Chœur[modifier | modifier le code]

Nef, vue dans le chœur.
Chœur, vue vers le nord.

Par son plan de trois fois deux travées, s'inscrivant dans un rectangle et voûtées plus ou moins à la même hauteur, avec des pignons au nord et au sud, les parties orientales de l'église Saint-Félix évoquent l'église de Neuilly-sous-Clermont. Si l'on ne tient pas compte de la disposition des pignons et toitures, l'on peut également citer Brenouille, Jaux, Mogneville, Nogent-sur-Oise, et Orrouy. Jaux et Orrouy représentent idéalement les chœurs-halle de la moyenne vallée de l'Oise à la période flamboyante. Nogent-sur-Oise, Plailly et Villers-Saint-Paul incarnent le mieux ce même concept architectural pendant la première moitié du XIIIe siècle. Les chœurs-halle peuvent aussi se limiter à deux fois deux travées, ou comporter une niche d'autel, comme à Villiers-Saint-Paul. L'idée est de créer un vaste espace largement unifié, sans distinction trop prononcée entre le vaisseau central, les croisillons du transept et les collatéraux et chapelles latérales, grâce à des piliers minces et la suppression de tout cloisonnement. Cet objectif est rarement atteint si le chœur-halle n'est pas homogène, comme à Brenouille, Mogneville et Saint-Félix, ou englobe en plus la base d'un clocher central, comme dans les deux derniers cas. À Saint-Félix aussi, l'homogénéité stylistique suggérée par les élévations extérieures n'est qu'apparente. La première travée du vaisseau central, qui sert de base au clocher, est séparée de la travée suivante par un arc diaphragme des mêmes dimensions restreintes que l'arcade vers la nef, à la fois moins large et moins élevée que le vaisseau lui-même. Les deux piliers qui délimitent cet arc diaphragme sont d'un fort diamètre en regardant depuis les chapelles, et les grandes arcades longitudinales sont nettement moins élevées que les voûtes, quoique soigneusement moulurées.
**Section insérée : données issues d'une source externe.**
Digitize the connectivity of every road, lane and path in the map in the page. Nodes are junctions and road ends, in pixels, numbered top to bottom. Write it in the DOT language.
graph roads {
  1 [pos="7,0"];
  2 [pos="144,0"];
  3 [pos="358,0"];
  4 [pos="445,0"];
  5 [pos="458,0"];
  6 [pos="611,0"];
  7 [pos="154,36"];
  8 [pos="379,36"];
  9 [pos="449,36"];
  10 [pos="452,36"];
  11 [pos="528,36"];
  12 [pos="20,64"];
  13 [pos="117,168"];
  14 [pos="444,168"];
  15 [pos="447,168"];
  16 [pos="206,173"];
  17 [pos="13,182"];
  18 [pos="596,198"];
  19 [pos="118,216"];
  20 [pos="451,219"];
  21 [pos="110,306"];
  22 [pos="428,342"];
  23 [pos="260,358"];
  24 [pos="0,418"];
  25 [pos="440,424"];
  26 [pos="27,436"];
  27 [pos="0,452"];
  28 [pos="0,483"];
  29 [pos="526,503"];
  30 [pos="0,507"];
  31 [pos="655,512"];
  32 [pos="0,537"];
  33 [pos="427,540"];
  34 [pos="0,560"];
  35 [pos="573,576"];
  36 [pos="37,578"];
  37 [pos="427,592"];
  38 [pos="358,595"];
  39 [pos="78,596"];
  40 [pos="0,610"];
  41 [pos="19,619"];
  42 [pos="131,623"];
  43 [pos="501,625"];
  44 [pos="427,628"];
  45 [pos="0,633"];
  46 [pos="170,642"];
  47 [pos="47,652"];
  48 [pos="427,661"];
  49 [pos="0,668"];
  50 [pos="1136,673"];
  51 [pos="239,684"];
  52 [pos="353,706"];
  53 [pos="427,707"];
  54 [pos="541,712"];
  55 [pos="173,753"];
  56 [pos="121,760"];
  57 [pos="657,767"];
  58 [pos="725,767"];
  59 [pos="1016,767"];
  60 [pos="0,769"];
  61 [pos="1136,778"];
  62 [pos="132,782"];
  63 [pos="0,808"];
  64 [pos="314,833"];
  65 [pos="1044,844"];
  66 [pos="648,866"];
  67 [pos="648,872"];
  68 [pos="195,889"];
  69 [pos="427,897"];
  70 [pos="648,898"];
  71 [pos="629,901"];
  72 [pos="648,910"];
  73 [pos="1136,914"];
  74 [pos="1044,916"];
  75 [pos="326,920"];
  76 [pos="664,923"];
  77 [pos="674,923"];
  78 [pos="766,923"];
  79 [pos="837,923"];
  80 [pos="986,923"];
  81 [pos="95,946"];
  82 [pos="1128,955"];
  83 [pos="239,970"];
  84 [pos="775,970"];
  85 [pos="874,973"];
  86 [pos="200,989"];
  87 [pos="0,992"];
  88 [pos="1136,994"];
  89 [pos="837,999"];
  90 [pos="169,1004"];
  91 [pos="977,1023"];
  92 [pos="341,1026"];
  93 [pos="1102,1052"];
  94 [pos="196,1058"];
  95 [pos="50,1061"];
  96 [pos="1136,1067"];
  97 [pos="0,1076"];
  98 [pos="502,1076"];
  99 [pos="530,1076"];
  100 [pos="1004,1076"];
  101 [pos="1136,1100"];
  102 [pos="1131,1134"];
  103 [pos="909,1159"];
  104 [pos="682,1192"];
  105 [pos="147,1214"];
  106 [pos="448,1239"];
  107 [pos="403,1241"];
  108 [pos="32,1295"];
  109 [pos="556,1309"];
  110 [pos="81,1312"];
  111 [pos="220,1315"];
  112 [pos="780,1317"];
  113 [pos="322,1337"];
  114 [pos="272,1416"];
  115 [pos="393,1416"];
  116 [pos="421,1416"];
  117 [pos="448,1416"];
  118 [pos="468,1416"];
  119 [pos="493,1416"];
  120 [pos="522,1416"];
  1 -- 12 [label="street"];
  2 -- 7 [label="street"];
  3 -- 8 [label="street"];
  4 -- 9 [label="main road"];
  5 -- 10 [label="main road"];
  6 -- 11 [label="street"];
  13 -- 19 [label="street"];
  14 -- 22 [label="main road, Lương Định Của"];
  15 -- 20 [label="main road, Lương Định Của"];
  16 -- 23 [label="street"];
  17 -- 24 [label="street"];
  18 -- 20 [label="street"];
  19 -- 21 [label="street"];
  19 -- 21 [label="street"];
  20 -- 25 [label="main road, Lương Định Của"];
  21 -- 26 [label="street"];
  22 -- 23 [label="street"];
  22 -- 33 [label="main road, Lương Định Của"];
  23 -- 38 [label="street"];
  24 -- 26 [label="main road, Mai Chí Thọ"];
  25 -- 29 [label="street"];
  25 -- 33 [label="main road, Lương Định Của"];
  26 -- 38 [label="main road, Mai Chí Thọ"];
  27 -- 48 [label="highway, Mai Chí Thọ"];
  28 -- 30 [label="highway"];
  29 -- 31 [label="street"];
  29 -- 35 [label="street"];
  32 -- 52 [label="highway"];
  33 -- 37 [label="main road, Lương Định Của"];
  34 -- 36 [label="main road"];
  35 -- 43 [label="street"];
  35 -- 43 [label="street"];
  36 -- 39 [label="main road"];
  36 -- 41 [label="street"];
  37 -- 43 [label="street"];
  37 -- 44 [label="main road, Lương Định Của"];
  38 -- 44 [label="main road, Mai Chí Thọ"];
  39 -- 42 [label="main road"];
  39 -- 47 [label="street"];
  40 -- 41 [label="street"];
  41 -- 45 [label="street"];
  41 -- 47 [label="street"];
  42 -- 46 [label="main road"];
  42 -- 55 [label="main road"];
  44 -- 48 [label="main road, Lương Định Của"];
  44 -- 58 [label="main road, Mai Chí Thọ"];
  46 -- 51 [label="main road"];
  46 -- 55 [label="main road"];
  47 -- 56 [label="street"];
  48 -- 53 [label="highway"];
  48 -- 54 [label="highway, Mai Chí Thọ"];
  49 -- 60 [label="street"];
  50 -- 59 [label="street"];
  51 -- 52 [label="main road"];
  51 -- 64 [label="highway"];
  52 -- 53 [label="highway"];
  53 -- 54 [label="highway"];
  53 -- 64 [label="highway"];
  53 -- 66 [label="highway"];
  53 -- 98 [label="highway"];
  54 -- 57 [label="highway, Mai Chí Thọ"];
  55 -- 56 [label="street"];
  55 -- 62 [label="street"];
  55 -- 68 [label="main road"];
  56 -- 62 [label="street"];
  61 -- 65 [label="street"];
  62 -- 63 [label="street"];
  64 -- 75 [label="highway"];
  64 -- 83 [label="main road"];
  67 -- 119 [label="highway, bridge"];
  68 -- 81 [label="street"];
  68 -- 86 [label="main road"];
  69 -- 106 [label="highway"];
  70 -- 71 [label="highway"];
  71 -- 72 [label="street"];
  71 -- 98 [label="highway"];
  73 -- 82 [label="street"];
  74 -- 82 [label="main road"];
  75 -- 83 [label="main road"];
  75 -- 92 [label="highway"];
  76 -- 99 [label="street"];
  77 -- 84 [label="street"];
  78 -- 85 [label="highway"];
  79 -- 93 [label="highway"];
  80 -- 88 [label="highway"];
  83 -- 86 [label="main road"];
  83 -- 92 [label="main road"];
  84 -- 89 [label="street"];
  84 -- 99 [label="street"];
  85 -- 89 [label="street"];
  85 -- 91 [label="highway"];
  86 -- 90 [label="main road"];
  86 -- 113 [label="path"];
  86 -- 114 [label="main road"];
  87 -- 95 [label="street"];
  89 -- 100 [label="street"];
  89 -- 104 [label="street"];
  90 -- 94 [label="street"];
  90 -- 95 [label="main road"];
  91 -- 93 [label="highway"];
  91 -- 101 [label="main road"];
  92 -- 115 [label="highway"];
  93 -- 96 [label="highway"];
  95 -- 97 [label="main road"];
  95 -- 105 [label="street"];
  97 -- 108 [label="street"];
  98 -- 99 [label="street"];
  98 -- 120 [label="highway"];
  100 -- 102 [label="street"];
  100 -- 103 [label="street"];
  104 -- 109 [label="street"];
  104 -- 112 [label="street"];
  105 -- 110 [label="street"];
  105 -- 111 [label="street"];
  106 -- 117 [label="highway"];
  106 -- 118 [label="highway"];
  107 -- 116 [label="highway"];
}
Du fait du cloisonnement des travées du chœur qui résulte de ces dispositions, les parties orientales ne sont aujourd'hui plus utilisées, sauf pour accéder au tabernacle, qui n'abrite toutefois plus de réserve eucharistique. L'autel de la réforme liturgique est placé sur un piédestal à la fin de la nef. La base du clocher est symétrique dans le sens nord-sud, et à peu près symétrique dans le sens est-ouest, sauf que l'arcade vers la nef n'est pas moulurée de ce côté-ci, et n'a même pas les angles chanfreinés, tandis que l'arc diaphragme a les arêtes adoucies par une moulure concave. Les grandes arcades sont au profil d'une fine moulure concave et d'une doucine sur chaque face, l'intrados étant plat. Sans ce méplat inférieur, et avec de légères variations, ce profil est très répandu dans la région au début du XVIe siècle, et se trouve, par exemple, à Boran-sur-Oise, Jagny-sous-Bois, Serans, Survilliers, Venette, et Vauréal. Selon Maryse Bideault et Claudine Lautier, il n'est pas connu avant cette date[8]. Des écussons martelés sous la Révolution figurent aux clés d'arc, ce qui est l'exception. Les fines moulures concaves butent sur des petits culs-de-lampe au niveau des impostes. Les doucines se continuent sur les piédroits, et sans l'interposition du méplat, forment ensemble un gros boudin. Il y a des bases sous la forme de plinthes moulurées. Les ogives affectent un profil prismatique aigu, assez simple, qui appartient à la même époque que les grandes arcades. Elles sont reçues sur des culs-de-lampe sculptés de masques. Les formerets font défaut. Les arcs d'inscription sont en tiers-point. Peu de remarques sont à faire à propos de la seconde travée du chœur, dont les élévations latérales sont analogues à la première travée, et qui partage avec celle-ci l'arc diaphragme. Les culs-de-lampe de la voûte sont ici décorés de simples moulures. Le chevet est éclairé par une baie en tiers-point, qui n'est pas ébrasée, et dépourvue de mouluration. Elle est toutefois munie d'un remplage de deux lancettes surmontées d'un oculus inscrivant un pentalobe, tous les écoinçons étant ajourés. Ils renferment les derniers vestiges de vitraux de la Renaissance. Les meneaux, en mauvais état, se caractérisent par une modénature chanfreinée, et ne portent pas de chapiteaux. Le pentalobe est ici l'unique indice qui indique que le chœur n'est pas purement flamboyant, mais les culs-de-lampe parlent aussi dans le sens d'un voûtement après coup, ou un revoûtement.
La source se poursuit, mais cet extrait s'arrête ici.